Look through the listing and locate every line containing the word "graph"; copy those lines.

Content starts

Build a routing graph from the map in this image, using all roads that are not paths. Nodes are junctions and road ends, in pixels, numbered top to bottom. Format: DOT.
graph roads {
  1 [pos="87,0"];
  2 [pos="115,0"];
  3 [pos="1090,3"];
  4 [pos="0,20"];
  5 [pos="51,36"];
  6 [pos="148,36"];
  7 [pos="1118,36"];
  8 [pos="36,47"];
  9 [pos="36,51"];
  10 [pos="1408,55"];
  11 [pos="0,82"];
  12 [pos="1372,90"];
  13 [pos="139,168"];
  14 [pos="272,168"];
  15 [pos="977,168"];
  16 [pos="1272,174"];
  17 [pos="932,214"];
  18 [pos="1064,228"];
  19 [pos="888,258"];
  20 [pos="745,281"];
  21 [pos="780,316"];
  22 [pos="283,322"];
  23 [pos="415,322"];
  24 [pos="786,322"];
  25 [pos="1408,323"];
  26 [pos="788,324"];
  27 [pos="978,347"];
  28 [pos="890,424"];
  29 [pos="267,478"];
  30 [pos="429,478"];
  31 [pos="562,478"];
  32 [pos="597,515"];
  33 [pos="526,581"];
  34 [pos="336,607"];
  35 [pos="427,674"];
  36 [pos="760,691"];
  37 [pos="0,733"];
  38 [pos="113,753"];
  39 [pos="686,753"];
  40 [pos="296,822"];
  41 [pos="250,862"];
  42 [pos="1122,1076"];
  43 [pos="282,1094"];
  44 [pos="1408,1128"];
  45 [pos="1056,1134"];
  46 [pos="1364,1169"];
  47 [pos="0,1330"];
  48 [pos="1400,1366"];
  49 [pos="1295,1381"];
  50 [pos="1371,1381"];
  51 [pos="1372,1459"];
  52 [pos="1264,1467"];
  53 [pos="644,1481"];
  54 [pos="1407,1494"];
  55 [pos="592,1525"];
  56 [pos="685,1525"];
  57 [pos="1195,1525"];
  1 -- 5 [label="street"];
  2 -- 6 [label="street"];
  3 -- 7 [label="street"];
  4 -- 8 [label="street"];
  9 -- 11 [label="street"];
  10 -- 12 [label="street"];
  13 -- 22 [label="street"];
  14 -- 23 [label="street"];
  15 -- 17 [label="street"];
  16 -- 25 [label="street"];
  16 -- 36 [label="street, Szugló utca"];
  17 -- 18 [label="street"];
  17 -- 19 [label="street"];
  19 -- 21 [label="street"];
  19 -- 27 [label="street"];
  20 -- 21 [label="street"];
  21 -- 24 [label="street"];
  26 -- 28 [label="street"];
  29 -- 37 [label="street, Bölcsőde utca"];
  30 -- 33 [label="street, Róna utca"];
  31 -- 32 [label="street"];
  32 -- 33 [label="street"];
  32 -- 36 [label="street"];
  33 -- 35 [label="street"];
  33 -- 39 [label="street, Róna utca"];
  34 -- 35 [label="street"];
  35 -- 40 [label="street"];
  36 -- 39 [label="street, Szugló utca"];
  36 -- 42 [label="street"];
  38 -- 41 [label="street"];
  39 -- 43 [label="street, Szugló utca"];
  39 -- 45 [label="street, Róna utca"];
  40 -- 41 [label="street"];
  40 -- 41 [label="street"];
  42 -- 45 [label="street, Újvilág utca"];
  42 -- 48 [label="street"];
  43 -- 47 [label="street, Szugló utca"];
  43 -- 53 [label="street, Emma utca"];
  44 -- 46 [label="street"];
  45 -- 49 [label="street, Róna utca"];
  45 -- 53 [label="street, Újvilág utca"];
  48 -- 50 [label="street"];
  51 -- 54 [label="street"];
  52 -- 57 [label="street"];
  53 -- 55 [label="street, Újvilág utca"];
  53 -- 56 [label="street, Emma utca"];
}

Content ends

== Finished exercise ==
Build a routing graph from the map in this image, using all roads that are not paths. Nodes are junctions and road ends, in pixels, numbered top to bottom. Format: DOT.
graph roads {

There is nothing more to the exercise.